Segment Start: Source material
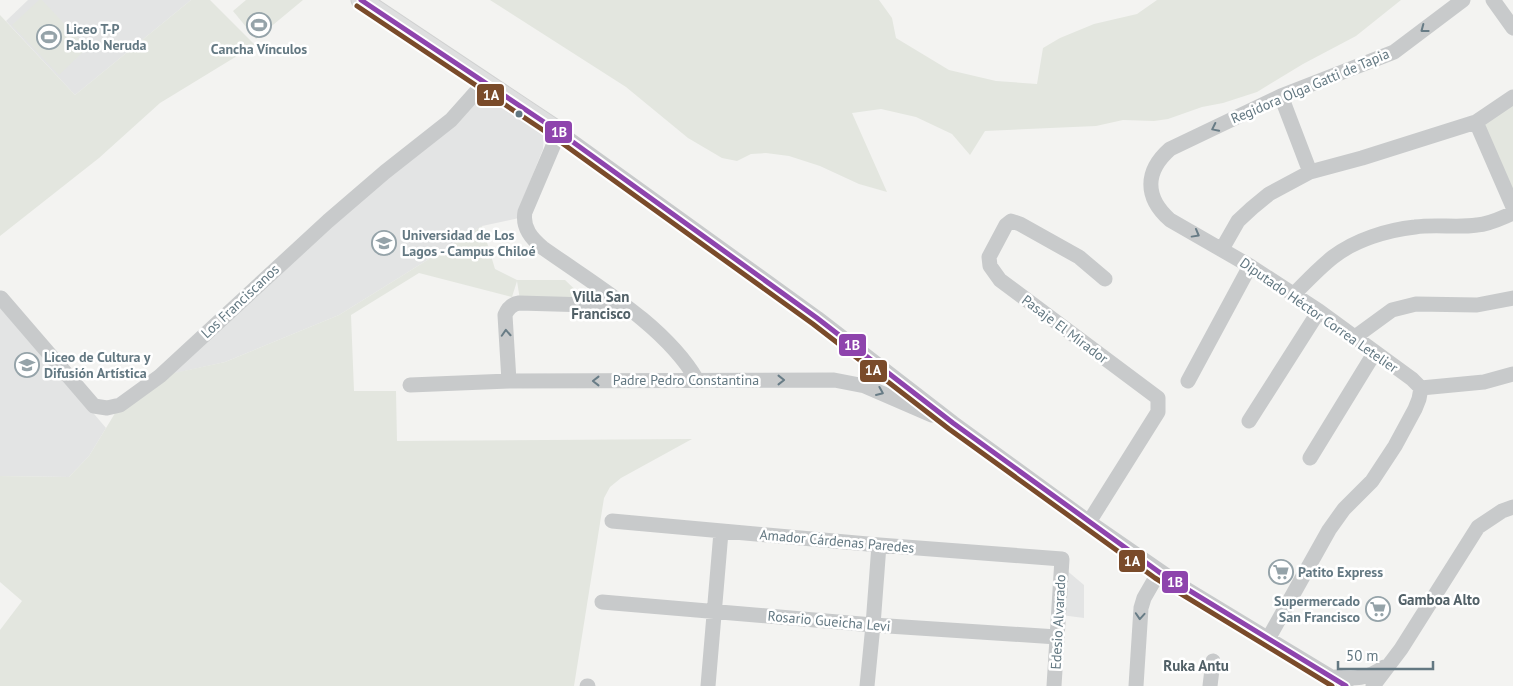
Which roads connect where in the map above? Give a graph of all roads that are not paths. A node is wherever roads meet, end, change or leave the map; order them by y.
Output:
1 (361, 0) edge
2 (1463, 0) edge
3 (1493, 0) edge
4 (1513, 28) edge
5 (484, 83) junction
6 (1281, 96) junction
7 (1513, 97) edge
8 (1476, 122) junction
9 (559, 132) junction
10 (1310, 172) junction
11 (1513, 207) edge
12 (1513, 213) edge
13 (1170, 220) joint
14 (1222, 249) junction
15 (1250, 266) junction
16 (1105, 279) dead end
17 (1294, 294) junction
18 (1, 298) edge
19 (1513, 298) edge
20 (625, 306) junction
21 (1319, 311) junction
22 (1355, 336) junction
23 (1375, 352) junction
24 (1513, 374) edge
25 (697, 380) junction
26 (509, 381) junction
27 (1188, 381) dead end
28 (410, 385) dead end
29 (1421, 388) junction
30 (1250, 422) dead end
31 (953, 423) junction
32 (1310, 458) dead end
33 (1513, 507) edge
34 (612, 521) dead end
35 (1089, 522) junction
36 (721, 532) junction
37 (879, 545) junction
38 (1062, 559) joint
39 (1159, 572) junction
40 (602, 602) dead end
41 (715, 612) junction
42 (873, 625) junction
43 (1057, 637) junction
44 (1268, 639) junction
45 (1213, 660) dead end
46 (1389, 664) junction
47 (1331, 681) edge
48 (708, 686) edge
49 (866, 686) edge
50 (1054, 686) edge
51 (1136, 686) edge
52 (1210, 686) edge
53 (1346, 686) edge
54 (1373, 686) edge

1 - 5 main road
2 -> 6 street, Regidora Olga Gatti de Tapia
3 - 4 street
5 - 9 main road
5 - 18 street, Los Franciscanos
6 - 10 street
6 -> 13 street, Regidora Olga Gatti de Tapia
7 - 8 street
8 - 10 street
8 - 11 street
9 - 20 street
9 - 31 street
10 - 14 street
12 - 17 street
13 -> 14 street, Diputado Héctor Correa Letelier
14 - 15 street, Diputado Héctor Correa Letelier
15 - 17 street, Diputado Héctor Correa Letelier
15 - 27 street
16 - 35 street, Pasaje El Mirador
17 - 21 street, Diputado Héctor Correa Letelier
19 - 22 street
20 - 25 street
26 -> 20 street
21 - 22 street, Diputado Héctor Correa Letelier
21 - 30 street
22 - 23 street, Diputado Héctor Correa Letelier
23 - 29 street, Diputado Héctor Correa Letelier
23 - 32 street
24 - 29 street
25 -> 26 street, Padre Pedro Constantina
25 -> 31 street, Padre Pedro Constantina
26 - 28 street, Padre Pedro Constantina
29 - 44 street
31 - 35 street
33 - 46 street
34 - 36 street, Amador Cárdenas Paredes
35 - 39 street
36 - 37 street, Amador Cárdenas Paredes
36 - 41 street
37 - 38 street, Amador Cárdenas Paredes
37 - 42 street
38 - 43 street, Edesio Alvarado
39 - 44 street
39 -> 51 street
40 - 41 street, Rosario Gueicha Levi
41 - 42 street, Rosario Gueicha Levi
41 - 48 street
42 - 43 street, Rosario Gueicha Levi
42 - 49 street
43 - 50 street, Edesio Alvarado
44 - 47 street
45 - 52 street
46 - 47 street
46 - 54 street
47 - 53 street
Segment End: Source material
» **What needs to be done**:
Copy out all the data exactly; skip the pictures.

» **Solution for this exercise**:
Which roads connect where in the map above? Give a graph of all roads that are not paths. A node is wherever roads meet, end, change or leave the map; order them by y.
Output:
1 (361, 0) edge
2 (1463, 0) edge
3 (1493, 0) edge
4 (1513, 28) edge
5 (484, 83) junction
6 (1281, 96) junction
7 (1513, 97) edge
8 (1476, 122) junction
9 (559, 132) junction
10 (1310, 172) junction
11 (1513, 207) edge
12 (1513, 213) edge
13 (1170, 220) joint
14 (1222, 249) junction
15 (1250, 266) junction
16 (1105, 279) dead end
17 (1294, 294) junction
18 (1, 298) edge
19 (1513, 298) edge
20 (625, 306) junction
21 (1319, 311) junction
22 (1355, 336) junction
23 (1375, 352) junction
24 (1513, 374) edge
25 (697, 380) junction
26 (509, 381) junction
27 (1188, 381) dead end
28 (410, 385) dead end
29 (1421, 388) junction
30 (1250, 422) dead end
31 (953, 423) junction
32 (1310, 458) dead end
33 (1513, 507) edge
34 (612, 521) dead end
35 (1089, 522) junction
36 (721, 532) junction
37 (879, 545) junction
38 (1062, 559) joint
39 (1159, 572) junction
40 (602, 602) dead end
41 (715, 612) junction
42 (873, 625) junction
43 (1057, 637) junction
44 (1268, 639) junction
45 (1213, 660) dead end
46 (1389, 664) junction
47 (1331, 681) edge
48 (708, 686) edge
49 (866, 686) edge
50 (1054, 686) edge
51 (1136, 686) edge
52 (1210, 686) edge
53 (1346, 686) edge
54 (1373, 686) edge

1 - 5 main road
2 -> 6 street, Regidora Olga Gatti de Tapia
3 - 4 street
5 - 9 main road
5 - 18 street, Los Franciscanos
6 - 10 street
6 -> 13 street, Regidora Olga Gatti de Tapia
7 - 8 street
8 - 10 street
8 - 11 street
9 - 20 street
9 - 31 street
10 - 14 street
12 - 17 street
13 -> 14 street, Diputado Héctor Correa Letelier
14 - 15 street, Diputado Héctor Correa Letelier
15 - 17 street, Diputado Héctor Correa Letelier
15 - 27 street
16 - 35 street, Pasaje El Mirador
17 - 21 street, Diputado Héctor Correa Letelier
19 - 22 street
20 - 25 street
26 -> 20 street
21 - 22 street, Diputado Héctor Correa Letelier
21 - 30 street
22 - 23 street, Diputado Héctor Correa Letelier
23 - 29 street, Diputado Héctor Correa Letelier
23 - 32 street
24 - 29 street
25 -> 26 street, Padre Pedro Constantina
25 -> 31 street, Padre Pedro Constantina
26 - 28 street, Padre Pedro Constantina
29 - 44 street
31 - 35 street
33 - 46 street
34 - 36 street, Amador Cárdenas Paredes
35 - 39 street
36 - 37 street, Amador Cárdenas Paredes
36 - 41 street
37 - 38 street, Amador Cárdenas Paredes
37 - 42 street
38 - 43 street, Edesio Alvarado
39 - 44 street
39 -> 51 street
40 - 41 street, Rosario Gueicha Levi
41 - 42 street, Rosario Gueicha Levi
41 - 48 street
42 - 43 street, Rosario Gueicha Levi
42 - 49 street
43 - 50 street, Edesio Alvarado
44 - 47 street
45 - 52 street
46 - 47 street
46 - 54 street
47 - 53 street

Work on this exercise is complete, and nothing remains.